* **THE PROBLEM**: Repeat everything in the data exactly except images.

=== Begin Enclosure ===

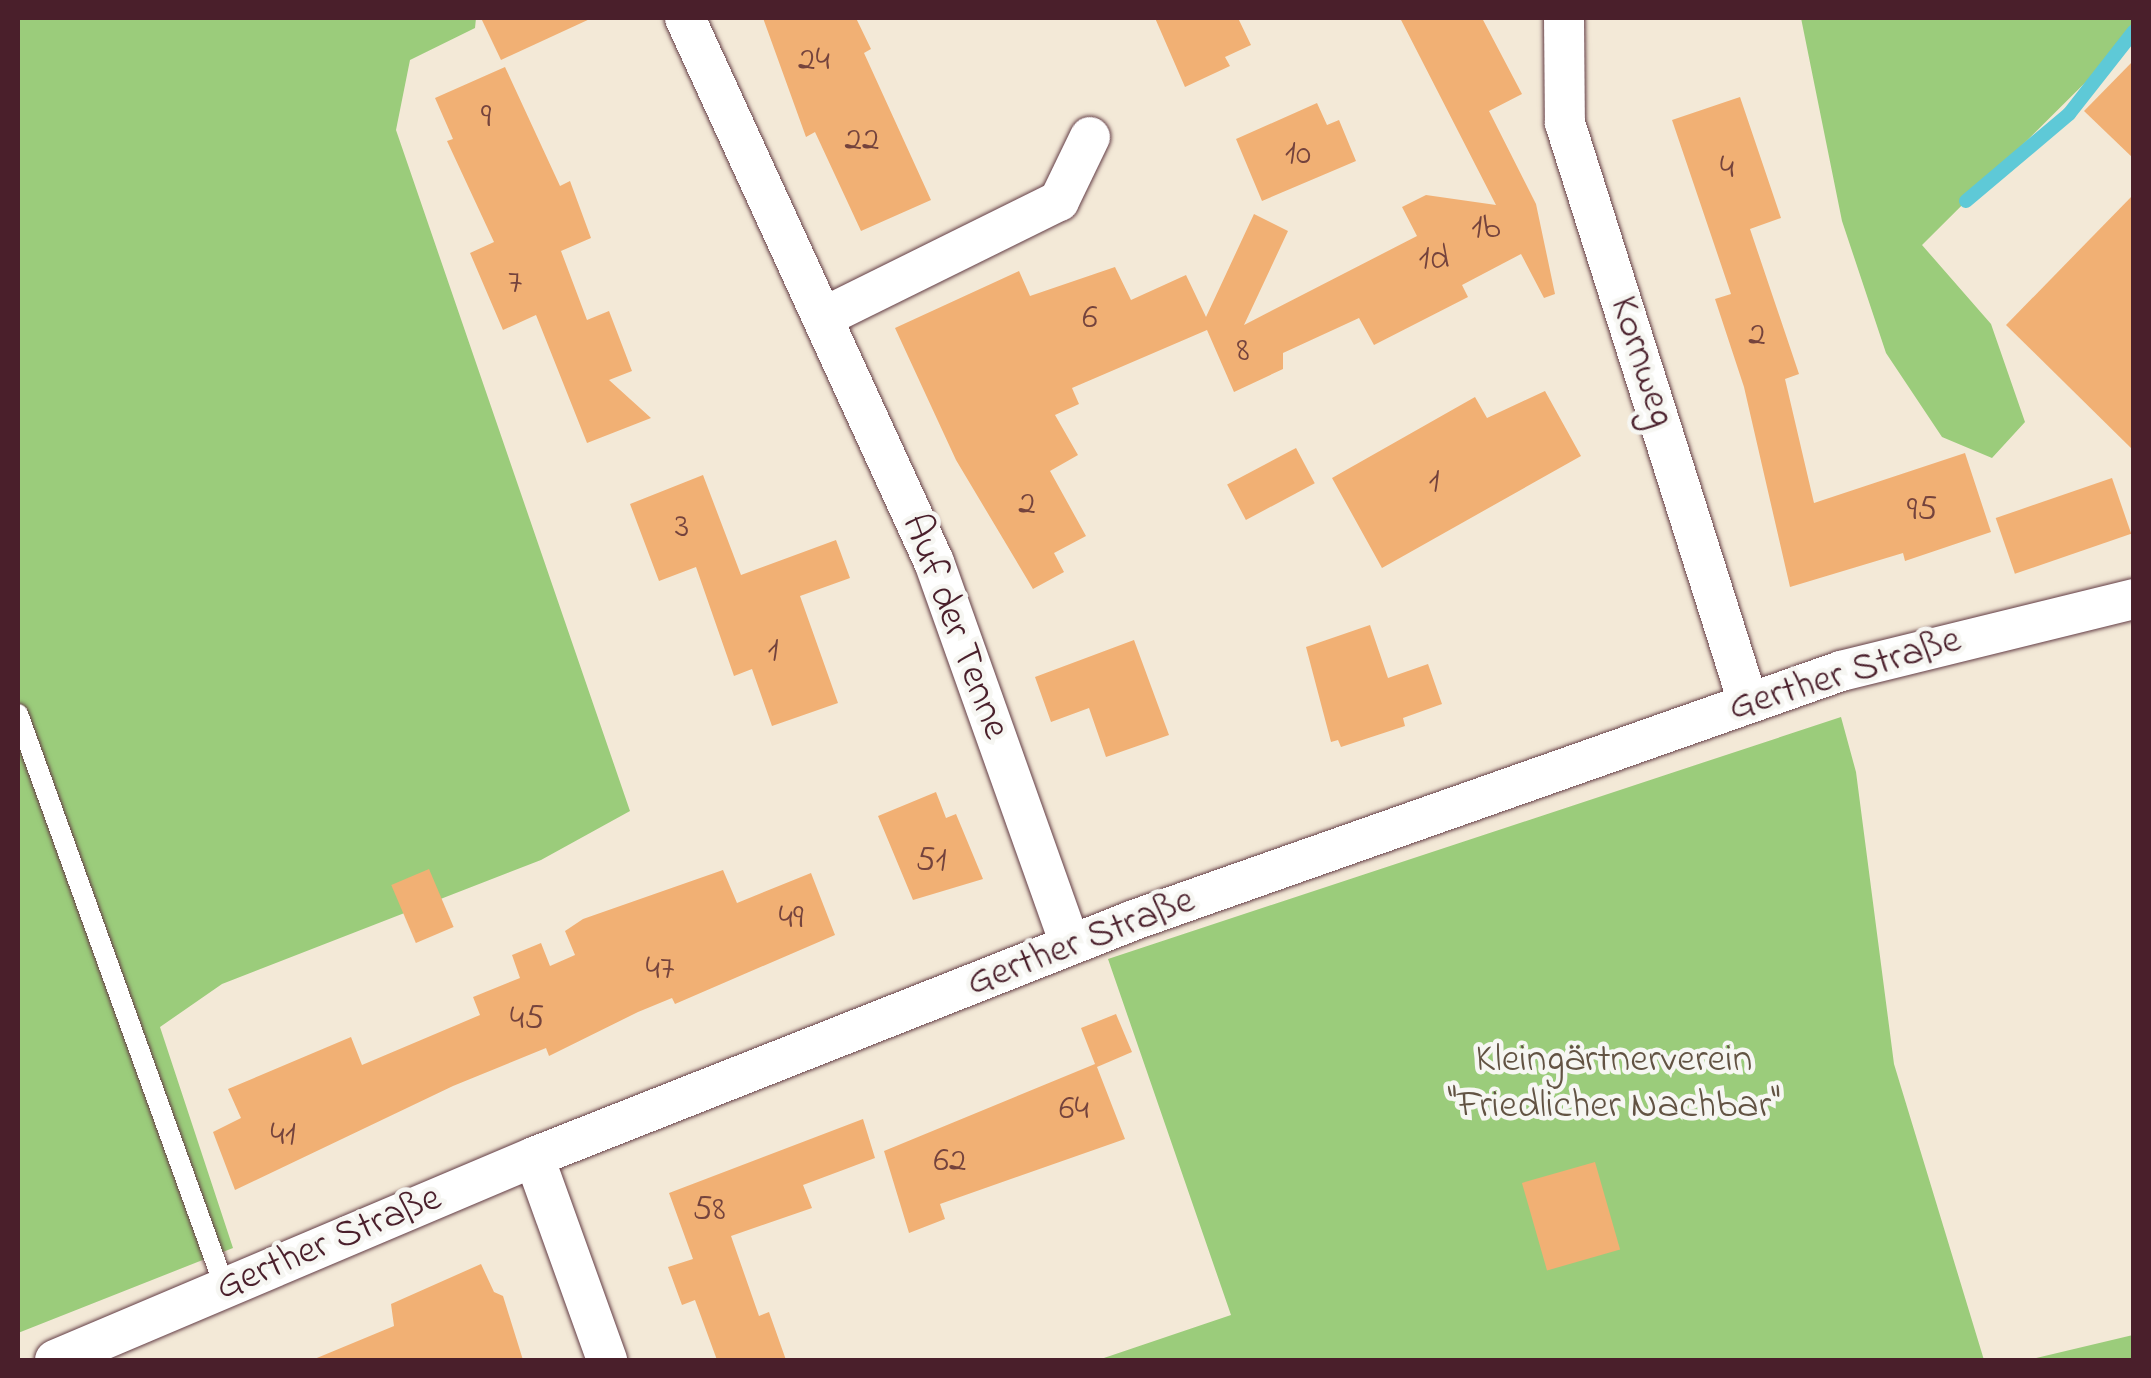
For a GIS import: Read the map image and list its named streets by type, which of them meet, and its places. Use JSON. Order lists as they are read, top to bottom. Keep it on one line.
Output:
{"streets":{"street":["Kornweg","Auf der Tenne","Gerther Straße"]},"crossings":[["Kornweg","Gerther Straße"],["Auf der Tenne","Gerther Straße"]],"parks":["Kleingärtnerverein \"Friedlicher Nachbar\""],"house_numbers":["24","9","22","10","4","1b","1d","7","6","2","8","1","2","95","3","1","51","49","47","45","64","41","62","58"]}
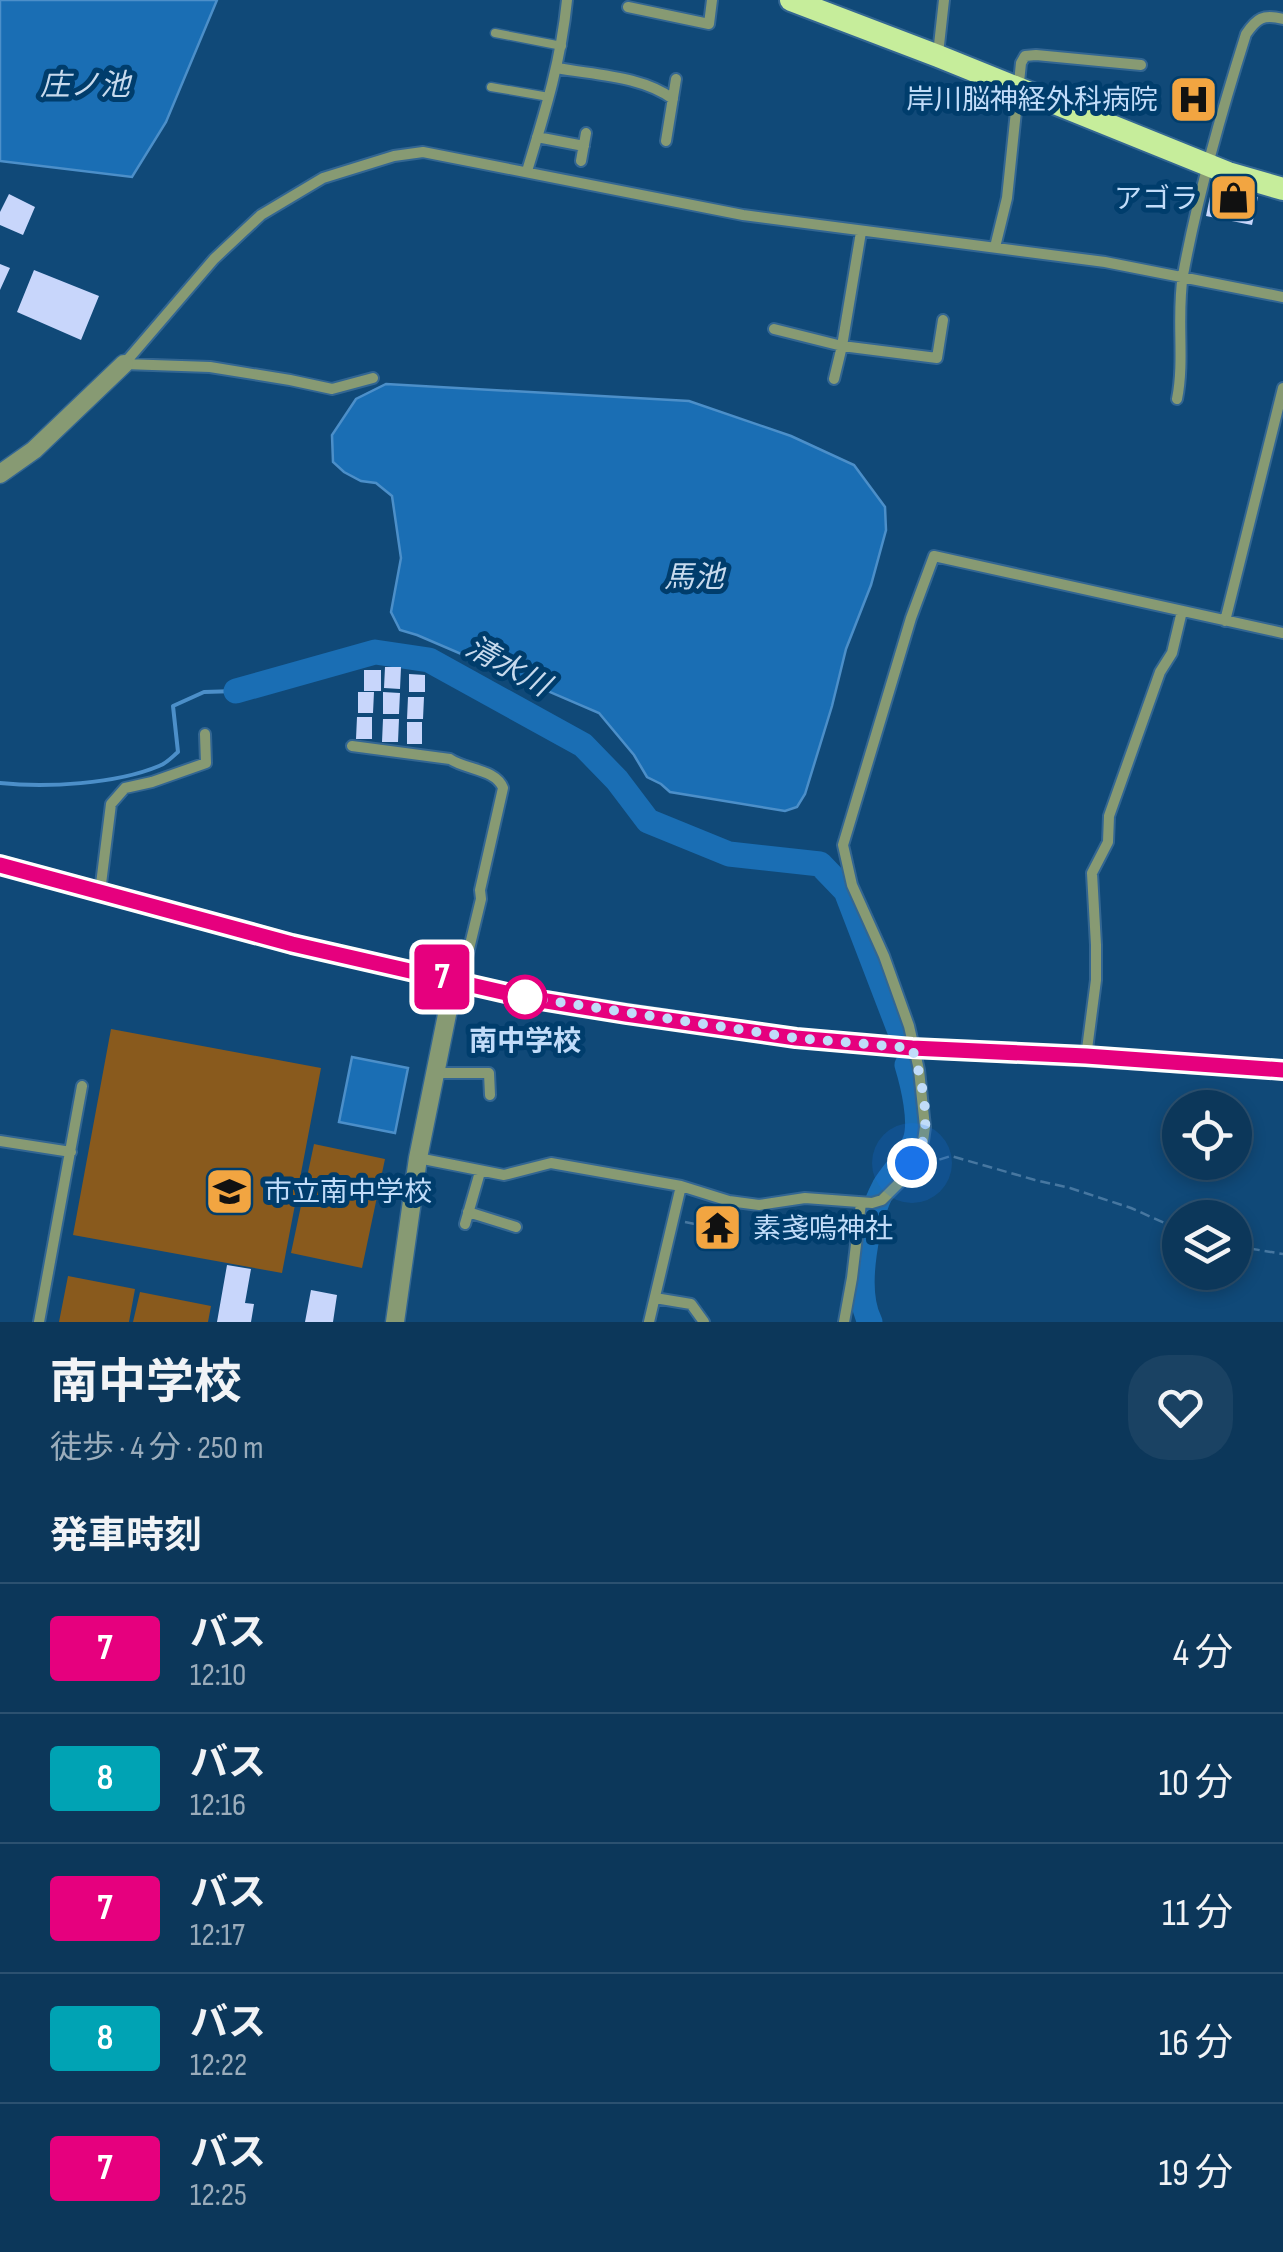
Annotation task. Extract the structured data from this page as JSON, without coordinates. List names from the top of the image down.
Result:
{
  "water": ["庄ノ池", "馬池", "清水川"],
  "places": {
    "hospital": ["岸川脳神経外科病院"],
    "shop": ["アゴラ"],
    "other": ["南中学校"],
    "school or university": ["市立南中学校"],
    "temple": ["素戔嗚神社"]
  },
  "lines": ["bus line 7"],
  "page": {
    "on_map": "7",
    "heading": [
      ["南中学校", "徒歩 · 4 分 · 250 m"],
      "発車時刻"
    ],
    "list": [
      {
        "mark": "7",
        "name": "バス",
        "note": "12:10",
        "value": "4 分"
      },
      {
        "mark": "8",
        "name": "バス",
        "note": "12:16",
        "value": "10 分"
      },
      {
        "mark": "7",
        "name": "バス",
        "note": "12:17",
        "value": "11 分"
      },
      {
        "mark": "8",
        "name": "バス",
        "note": "12:22",
        "value": "16 分"
      },
      {
        "mark": "7",
        "name": "バス",
        "note": "12:25",
        "value": "19 分"
      }
    ]
  }
}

=== End Enclosure ===

* **TASK ANSWER**:
For a GIS import: Read the map image and list its named streets by type, which of them meet, and its places. Use JSON. Order lists as they are read, top to bottom. Keep it on one line.
Output:
{"streets":{"street":["Kornweg","Auf der Tenne","Gerther Straße"]},"crossings":[["Kornweg","Gerther Straße"],["Auf der Tenne","Gerther Straße"]],"parks":["Kleingärtnerverein \"Friedlicher Nachbar\""],"house_numbers":["24","9","22","10","4","1b","1d","7","6","2","8","1","2","95","3","1","51","49","47","45","64","41","62","58"]}
Annotation task. Extract the structured data from this page as JSON, without coordinates. List names from the top of the image down.
Result:
{
  "water": ["庄ノ池", "馬池", "清水川"],
  "places": {
    "hospital": ["岸川脳神経外科病院"],
    "shop": ["アゴラ"],
    "other": ["南中学校"],
    "school or university": ["市立南中学校"],
    "temple": ["素戔嗚神社"]
  },
  "lines": ["bus line 7"],
  "page": {
    "on_map": "7",
    "heading": [
      ["南中学校", "徒歩 · 4 分 · 250 m"],
      "発車時刻"
    ],
    "list": [
      {
        "mark": "7",
        "name": "バス",
        "note": "12:10",
        "value": "4 分"
      },
      {
        "mark": "8",
        "name": "バス",
        "note": "12:16",
        "value": "10 分"
      },
      {
        "mark": "7",
        "name": "バス",
        "note": "12:17",
        "value": "11 分"
      },
      {
        "mark": "8",
        "name": "バス",
        "note": "12:22",
        "value": "16 分"
      },
      {
        "mark": "7",
        "name": "バス",
        "note": "12:25",
        "value": "19 分"
      }
    ]
  }
}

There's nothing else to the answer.